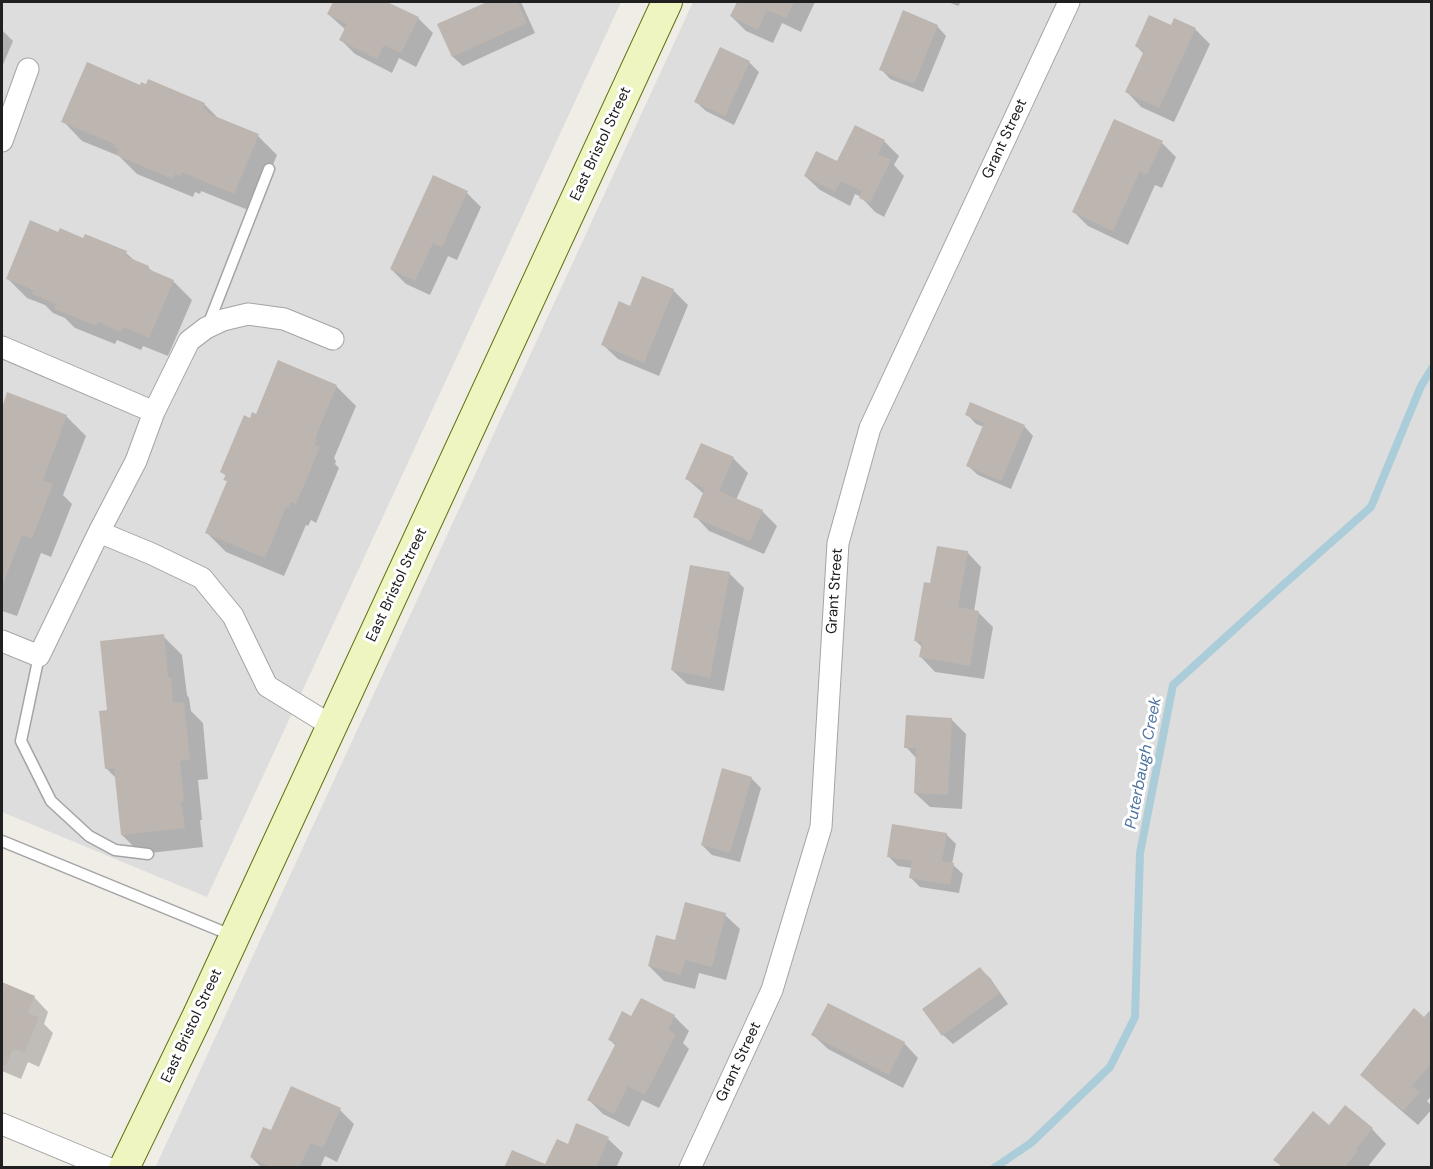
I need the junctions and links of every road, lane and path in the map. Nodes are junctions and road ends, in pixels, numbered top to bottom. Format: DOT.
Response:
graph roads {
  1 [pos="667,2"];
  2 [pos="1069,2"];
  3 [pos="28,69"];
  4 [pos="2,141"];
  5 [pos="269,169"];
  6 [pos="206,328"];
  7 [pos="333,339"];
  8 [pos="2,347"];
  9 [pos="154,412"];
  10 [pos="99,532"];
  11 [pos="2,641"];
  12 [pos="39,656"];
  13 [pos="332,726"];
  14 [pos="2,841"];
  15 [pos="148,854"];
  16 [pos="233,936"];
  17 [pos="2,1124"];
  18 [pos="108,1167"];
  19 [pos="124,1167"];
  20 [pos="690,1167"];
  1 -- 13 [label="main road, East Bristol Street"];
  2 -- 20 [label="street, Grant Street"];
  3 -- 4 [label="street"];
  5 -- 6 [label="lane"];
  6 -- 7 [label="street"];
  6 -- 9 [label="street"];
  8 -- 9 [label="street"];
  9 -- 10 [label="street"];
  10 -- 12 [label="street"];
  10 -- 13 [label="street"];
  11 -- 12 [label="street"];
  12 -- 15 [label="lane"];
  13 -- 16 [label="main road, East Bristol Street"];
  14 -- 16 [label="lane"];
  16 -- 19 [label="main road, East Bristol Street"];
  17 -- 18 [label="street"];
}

TASK INSTRUCTIONS →
None of the pictures should be copied, but every record above must be restated in full.

THE ANSWER →
I need the junctions and links of every road, lane and path in the map. Nodes are junctions and road ends, in pixels, numbered top to bottom. Format: DOT.
Response:
graph roads {
  1 [pos="667,2"];
  2 [pos="1069,2"];
  3 [pos="28,69"];
  4 [pos="2,141"];
  5 [pos="269,169"];
  6 [pos="206,328"];
  7 [pos="333,339"];
  8 [pos="2,347"];
  9 [pos="154,412"];
  10 [pos="99,532"];
  11 [pos="2,641"];
  12 [pos="39,656"];
  13 [pos="332,726"];
  14 [pos="2,841"];
  15 [pos="148,854"];
  16 [pos="233,936"];
  17 [pos="2,1124"];
  18 [pos="108,1167"];
  19 [pos="124,1167"];
  20 [pos="690,1167"];
  1 -- 13 [label="main road, East Bristol Street"];
  2 -- 20 [label="street, Grant Street"];
  3 -- 4 [label="street"];
  5 -- 6 [label="lane"];
  6 -- 7 [label="street"];
  6 -- 9 [label="street"];
  8 -- 9 [label="street"];
  9 -- 10 [label="street"];
  10 -- 12 [label="street"];
  10 -- 13 [label="street"];
  11 -- 12 [label="street"];
  12 -- 15 [label="lane"];
  13 -- 16 [label="main road, East Bristol Street"];
  14 -- 16 [label="lane"];
  16 -- 19 [label="main road, East Bristol Street"];
  17 -- 18 [label="street"];
}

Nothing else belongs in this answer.